Die Katakombe der Heiligen Thekla entstand im 3. Jahrhundert n. Chr. auf dem Gelände einer verlassenen Kalkgrube und Färberei. Die kleine, anfangs heidnische Katakombe verlor im Laufe des 4. Jahrhunderts ihren heidnischen Charakter. Es wurde eine unterirdische christliche Basilika errichtet, an deren Rückseite sich drei Wandelgänge in Form eines gleichschenkeligen Dreiecks anschließen. Hier befinden sich 22 größere Grabstätten von frühen Christen.

Das Gebiet des antiken christlichen Friedhofs ist heute teilweise von mehreren modernen Villen überbaut. Glücklicherweise haben die Ausschachtungsarbeiten die Katakombe nicht völlig zerstört. Ausgrabungen in den 1950er Jahren ergaben, dass sie ein recht großes Gebiet einnahm. Ungewöhnlich ist die dichte Grablege. Wie in Katakomben üblich, so befinden sich auch hier in den Wänden der bis zu drei Meter tiefen Gänge Loculi, kleine Gräber.
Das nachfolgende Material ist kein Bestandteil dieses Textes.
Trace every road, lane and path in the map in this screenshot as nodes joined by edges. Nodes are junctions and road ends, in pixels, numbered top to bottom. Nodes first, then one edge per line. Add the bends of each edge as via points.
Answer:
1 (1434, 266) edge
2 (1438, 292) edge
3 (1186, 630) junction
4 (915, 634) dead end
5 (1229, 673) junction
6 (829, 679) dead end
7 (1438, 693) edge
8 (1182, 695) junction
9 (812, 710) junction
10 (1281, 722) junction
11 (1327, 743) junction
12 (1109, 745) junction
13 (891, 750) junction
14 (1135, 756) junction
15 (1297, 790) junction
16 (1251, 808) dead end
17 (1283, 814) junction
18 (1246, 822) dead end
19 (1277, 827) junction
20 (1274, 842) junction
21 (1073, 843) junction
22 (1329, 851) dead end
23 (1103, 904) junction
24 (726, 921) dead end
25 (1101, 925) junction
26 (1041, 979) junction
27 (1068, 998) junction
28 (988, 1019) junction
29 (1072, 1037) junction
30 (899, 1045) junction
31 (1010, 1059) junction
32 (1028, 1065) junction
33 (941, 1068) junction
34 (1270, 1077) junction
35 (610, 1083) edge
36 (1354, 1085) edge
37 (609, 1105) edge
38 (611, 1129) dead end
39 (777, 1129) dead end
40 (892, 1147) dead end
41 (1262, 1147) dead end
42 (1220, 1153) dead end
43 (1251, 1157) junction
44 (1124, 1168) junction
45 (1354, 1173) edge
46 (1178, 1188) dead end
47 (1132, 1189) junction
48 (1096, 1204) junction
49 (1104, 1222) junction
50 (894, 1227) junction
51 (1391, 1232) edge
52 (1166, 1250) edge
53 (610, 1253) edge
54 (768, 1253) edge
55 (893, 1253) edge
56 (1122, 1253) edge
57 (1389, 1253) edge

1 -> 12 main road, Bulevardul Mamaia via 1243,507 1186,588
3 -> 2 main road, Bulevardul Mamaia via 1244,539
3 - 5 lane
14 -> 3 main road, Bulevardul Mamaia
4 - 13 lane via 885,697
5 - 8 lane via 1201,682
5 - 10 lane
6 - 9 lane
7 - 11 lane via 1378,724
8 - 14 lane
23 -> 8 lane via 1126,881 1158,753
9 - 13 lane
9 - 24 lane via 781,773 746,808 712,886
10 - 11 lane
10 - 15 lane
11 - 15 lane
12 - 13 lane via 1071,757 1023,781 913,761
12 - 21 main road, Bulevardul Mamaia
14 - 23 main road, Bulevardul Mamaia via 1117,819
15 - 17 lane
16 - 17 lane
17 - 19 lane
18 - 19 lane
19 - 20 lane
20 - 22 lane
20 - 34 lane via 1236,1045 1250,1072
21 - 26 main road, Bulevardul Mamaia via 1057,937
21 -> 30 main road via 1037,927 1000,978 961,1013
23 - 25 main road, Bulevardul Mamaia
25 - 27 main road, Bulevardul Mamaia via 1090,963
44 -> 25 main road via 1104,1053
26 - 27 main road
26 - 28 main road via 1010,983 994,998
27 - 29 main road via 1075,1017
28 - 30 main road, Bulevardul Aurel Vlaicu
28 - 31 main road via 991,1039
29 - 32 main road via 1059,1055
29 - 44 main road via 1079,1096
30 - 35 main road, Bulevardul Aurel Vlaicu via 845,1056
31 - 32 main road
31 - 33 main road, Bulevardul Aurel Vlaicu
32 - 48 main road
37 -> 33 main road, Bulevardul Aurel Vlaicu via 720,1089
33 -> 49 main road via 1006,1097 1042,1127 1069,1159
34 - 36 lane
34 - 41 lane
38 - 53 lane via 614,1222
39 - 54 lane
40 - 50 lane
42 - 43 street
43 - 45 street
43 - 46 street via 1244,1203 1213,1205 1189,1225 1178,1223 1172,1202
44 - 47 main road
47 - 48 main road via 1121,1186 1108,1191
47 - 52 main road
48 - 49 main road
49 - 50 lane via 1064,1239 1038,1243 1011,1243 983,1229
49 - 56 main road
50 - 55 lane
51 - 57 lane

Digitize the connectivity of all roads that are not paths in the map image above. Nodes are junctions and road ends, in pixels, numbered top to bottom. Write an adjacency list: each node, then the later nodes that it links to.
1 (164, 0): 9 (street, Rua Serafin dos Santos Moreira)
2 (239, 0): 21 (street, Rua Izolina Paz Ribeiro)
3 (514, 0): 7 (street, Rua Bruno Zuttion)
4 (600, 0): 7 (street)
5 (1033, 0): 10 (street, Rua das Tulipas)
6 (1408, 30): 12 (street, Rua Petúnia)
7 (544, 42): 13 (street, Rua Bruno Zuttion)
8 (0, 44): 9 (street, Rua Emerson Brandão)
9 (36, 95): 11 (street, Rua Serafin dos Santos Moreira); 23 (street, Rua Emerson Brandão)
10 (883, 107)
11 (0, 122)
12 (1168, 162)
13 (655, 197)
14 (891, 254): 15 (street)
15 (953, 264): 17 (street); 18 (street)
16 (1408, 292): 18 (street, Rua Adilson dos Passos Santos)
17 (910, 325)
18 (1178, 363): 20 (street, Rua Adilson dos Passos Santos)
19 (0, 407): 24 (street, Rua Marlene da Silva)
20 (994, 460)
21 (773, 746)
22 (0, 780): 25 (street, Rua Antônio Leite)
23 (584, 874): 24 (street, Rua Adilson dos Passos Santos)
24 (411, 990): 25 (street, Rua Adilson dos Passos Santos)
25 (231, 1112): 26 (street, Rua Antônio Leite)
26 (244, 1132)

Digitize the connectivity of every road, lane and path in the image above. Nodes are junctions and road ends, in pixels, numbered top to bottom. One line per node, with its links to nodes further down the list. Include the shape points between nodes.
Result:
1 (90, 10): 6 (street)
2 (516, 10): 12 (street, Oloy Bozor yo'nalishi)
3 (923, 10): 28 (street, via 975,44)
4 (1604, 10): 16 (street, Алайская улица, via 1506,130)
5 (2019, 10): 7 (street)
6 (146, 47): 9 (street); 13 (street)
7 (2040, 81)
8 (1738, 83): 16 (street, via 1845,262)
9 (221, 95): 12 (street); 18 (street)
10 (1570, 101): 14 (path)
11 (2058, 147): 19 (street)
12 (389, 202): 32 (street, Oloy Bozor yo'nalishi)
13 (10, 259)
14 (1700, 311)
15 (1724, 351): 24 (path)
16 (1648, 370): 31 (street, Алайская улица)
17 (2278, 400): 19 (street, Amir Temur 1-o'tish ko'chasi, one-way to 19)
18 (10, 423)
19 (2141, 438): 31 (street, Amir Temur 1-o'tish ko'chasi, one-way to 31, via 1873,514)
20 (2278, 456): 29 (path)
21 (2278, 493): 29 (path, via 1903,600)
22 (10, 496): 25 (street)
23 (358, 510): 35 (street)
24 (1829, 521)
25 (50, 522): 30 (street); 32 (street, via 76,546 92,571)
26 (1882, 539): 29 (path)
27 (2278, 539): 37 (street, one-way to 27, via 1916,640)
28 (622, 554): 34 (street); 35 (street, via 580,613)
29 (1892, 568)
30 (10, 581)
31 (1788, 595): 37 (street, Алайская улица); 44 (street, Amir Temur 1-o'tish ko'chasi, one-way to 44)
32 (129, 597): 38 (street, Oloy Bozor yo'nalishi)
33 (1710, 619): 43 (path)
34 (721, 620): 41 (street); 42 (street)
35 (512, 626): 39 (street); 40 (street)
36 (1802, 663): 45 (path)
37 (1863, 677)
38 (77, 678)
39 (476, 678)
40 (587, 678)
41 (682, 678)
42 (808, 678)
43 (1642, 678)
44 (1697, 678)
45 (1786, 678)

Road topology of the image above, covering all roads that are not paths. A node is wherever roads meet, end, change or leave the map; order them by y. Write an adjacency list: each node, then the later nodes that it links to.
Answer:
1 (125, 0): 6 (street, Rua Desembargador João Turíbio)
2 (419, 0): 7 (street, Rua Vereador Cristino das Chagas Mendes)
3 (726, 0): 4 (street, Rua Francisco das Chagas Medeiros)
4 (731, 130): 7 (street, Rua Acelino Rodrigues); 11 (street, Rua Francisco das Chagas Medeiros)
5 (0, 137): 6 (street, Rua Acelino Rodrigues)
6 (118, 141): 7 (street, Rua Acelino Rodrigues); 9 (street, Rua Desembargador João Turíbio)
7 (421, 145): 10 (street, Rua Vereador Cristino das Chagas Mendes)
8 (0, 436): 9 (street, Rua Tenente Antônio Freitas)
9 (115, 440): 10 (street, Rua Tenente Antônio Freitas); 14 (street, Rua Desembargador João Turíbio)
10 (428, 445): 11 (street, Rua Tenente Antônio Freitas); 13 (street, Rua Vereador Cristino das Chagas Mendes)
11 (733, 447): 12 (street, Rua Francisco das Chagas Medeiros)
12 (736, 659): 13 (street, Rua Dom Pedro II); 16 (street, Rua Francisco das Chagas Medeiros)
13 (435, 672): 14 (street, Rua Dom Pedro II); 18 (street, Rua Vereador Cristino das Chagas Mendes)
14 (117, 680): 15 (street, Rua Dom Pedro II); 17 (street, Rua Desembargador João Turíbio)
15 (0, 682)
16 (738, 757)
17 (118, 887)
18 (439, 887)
Loculi liegen in langen Reihen neben- und untereinander angeordnet und boten bis zu drei Bestattungen Platz. Sie sind mit Ziegelplatten verschlossen und teilweise verputzt. Auf dem hellen Verputz wurden mit roter Farbe Namen oder andere Beischriften in Griechisch oder Latein aufgetragen.
In der Katakombe der Heiligen Thekla war der Platz derartig knapp, dass man in 12 von 22 größeren Gräbern, nachdem deren Loculi besetzt waren, die Verstorbenen auch in der Mitte des Raumes beisetzte. Abgedeckt waren die Leichname mit Ziegelplatten in Form eines Spitzdaches. War eine Schicht belegt, dann wurden die nächsten Toten wiederum auf diesen Särgen bestattet; so lange, bis der Gang gefüllt war.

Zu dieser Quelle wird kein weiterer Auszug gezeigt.